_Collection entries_
--------------------------------------------------
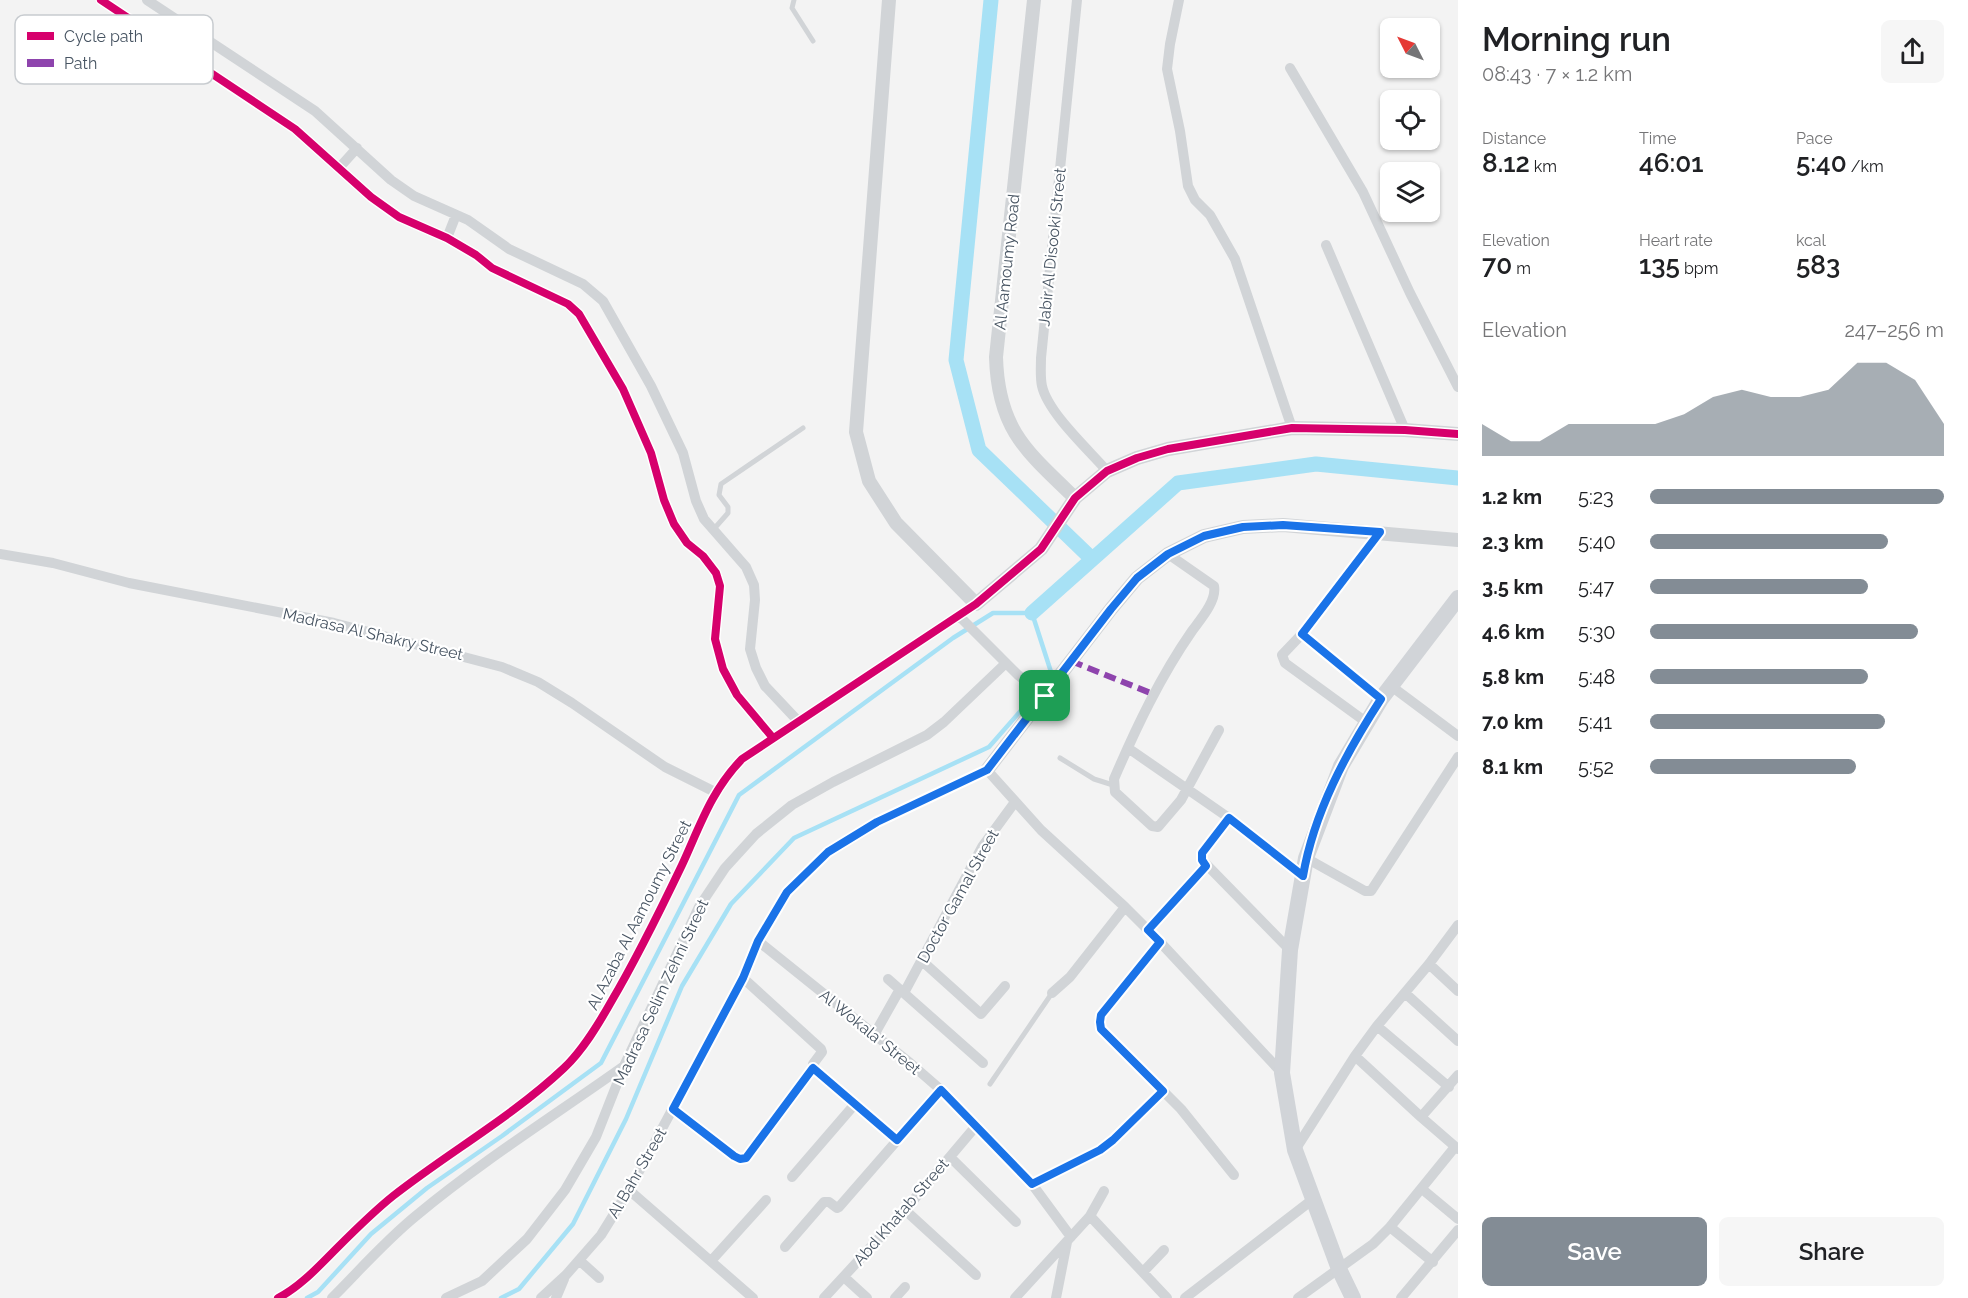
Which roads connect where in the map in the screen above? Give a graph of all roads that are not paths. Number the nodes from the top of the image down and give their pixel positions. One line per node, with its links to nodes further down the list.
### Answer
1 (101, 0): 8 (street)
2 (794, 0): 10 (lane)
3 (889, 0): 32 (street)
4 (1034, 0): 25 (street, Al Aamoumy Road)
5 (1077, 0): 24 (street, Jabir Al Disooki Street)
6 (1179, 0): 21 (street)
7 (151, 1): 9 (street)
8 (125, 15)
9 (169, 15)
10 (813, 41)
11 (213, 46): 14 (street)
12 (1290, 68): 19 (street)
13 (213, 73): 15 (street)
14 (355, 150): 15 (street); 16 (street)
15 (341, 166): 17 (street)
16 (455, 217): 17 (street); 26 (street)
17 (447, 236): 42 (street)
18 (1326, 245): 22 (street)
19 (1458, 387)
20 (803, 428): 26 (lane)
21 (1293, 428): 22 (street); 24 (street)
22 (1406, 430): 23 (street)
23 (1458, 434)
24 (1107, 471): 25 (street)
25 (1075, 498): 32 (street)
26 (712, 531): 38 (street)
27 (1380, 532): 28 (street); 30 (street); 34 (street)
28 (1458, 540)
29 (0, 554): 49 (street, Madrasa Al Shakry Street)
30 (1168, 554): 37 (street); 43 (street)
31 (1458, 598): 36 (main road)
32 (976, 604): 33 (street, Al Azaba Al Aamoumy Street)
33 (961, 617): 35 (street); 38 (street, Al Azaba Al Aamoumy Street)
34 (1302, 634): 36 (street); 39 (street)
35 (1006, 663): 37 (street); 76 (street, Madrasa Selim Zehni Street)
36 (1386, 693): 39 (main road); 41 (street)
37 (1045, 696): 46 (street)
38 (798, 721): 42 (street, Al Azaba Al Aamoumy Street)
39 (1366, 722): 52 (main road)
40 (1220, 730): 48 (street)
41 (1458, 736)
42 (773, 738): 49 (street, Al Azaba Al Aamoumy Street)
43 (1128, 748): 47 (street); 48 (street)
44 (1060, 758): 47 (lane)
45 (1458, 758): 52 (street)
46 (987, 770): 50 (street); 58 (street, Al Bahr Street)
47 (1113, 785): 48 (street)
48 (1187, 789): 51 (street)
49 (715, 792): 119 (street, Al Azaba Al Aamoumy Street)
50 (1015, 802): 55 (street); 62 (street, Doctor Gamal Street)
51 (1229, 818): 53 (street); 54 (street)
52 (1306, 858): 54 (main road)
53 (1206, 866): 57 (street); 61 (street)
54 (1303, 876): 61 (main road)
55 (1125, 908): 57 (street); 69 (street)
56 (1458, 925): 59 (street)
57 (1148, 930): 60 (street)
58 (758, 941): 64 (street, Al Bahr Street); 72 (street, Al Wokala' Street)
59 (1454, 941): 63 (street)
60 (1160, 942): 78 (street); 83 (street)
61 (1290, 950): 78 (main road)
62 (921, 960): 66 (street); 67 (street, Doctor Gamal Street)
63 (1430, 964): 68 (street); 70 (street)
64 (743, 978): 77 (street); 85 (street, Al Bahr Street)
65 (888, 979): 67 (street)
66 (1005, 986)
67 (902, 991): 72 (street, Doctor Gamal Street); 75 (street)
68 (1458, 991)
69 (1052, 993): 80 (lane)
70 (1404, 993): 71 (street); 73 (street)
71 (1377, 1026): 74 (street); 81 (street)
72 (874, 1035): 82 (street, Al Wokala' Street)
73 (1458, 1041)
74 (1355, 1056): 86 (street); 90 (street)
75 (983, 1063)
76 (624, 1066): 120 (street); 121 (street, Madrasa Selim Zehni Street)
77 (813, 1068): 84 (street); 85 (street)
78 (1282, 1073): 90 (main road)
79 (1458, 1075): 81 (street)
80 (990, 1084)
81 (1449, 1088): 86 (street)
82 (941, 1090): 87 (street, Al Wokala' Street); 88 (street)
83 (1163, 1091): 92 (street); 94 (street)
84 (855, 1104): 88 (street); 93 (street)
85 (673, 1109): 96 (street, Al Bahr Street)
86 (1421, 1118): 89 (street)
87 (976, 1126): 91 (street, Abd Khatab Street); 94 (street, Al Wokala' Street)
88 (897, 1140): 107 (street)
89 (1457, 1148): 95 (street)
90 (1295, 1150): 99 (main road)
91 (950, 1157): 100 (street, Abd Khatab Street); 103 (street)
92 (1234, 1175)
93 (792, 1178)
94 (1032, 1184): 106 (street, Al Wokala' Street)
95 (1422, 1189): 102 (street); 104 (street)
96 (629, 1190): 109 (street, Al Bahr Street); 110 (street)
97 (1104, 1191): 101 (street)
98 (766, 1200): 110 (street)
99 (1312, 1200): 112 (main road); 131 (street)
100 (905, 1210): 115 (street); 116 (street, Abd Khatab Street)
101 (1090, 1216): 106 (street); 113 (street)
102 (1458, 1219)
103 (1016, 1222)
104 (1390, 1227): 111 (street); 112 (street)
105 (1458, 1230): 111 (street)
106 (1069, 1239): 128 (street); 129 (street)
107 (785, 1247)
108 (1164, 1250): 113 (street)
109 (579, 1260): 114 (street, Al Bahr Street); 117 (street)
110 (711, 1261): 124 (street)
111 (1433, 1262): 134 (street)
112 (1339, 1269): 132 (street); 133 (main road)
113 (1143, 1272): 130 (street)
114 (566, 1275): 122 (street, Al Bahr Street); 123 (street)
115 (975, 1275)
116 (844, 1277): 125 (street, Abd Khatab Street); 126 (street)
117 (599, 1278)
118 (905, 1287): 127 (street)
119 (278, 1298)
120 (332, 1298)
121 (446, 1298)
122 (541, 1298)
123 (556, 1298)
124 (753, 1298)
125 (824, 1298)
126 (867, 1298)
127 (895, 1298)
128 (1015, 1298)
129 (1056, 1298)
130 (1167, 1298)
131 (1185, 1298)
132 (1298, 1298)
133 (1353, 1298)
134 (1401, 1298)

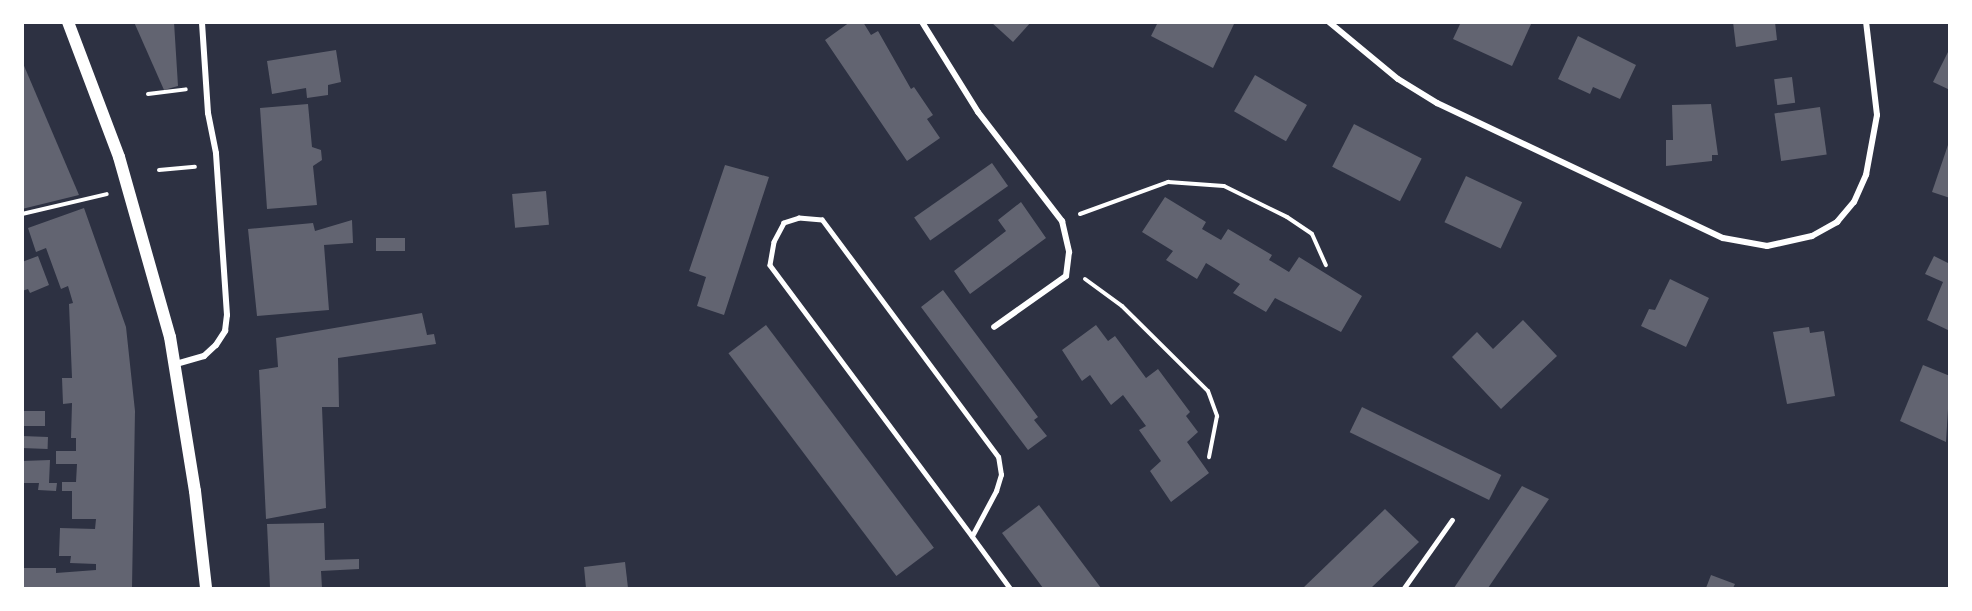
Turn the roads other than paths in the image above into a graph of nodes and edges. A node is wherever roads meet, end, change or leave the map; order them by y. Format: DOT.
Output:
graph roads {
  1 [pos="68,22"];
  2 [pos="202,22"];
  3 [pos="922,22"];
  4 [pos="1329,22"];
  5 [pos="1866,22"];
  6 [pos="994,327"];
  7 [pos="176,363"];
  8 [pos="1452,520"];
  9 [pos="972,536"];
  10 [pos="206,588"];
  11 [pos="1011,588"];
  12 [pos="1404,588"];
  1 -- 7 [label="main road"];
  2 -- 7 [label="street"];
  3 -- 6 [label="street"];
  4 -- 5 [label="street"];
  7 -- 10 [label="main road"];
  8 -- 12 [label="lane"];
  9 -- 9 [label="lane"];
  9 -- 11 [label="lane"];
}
--------------------------------------------------
_HOW TO COMPLETE THIS TASK_
In the entries above, find each line with the word "Khatab" and return it.

_SOLVED PROBLEM_
87 (976, 1126): 91 (street, Abd Khatab Street); 94 (street, Al Wokala' Street)
91 (950, 1157): 100 (street, Abd Khatab Street); 103 (street)
100 (905, 1210): 115 (street); 116 (street, Abd Khatab Street)
116 (844, 1277): 125 (street, Abd Khatab Street); 126 (street)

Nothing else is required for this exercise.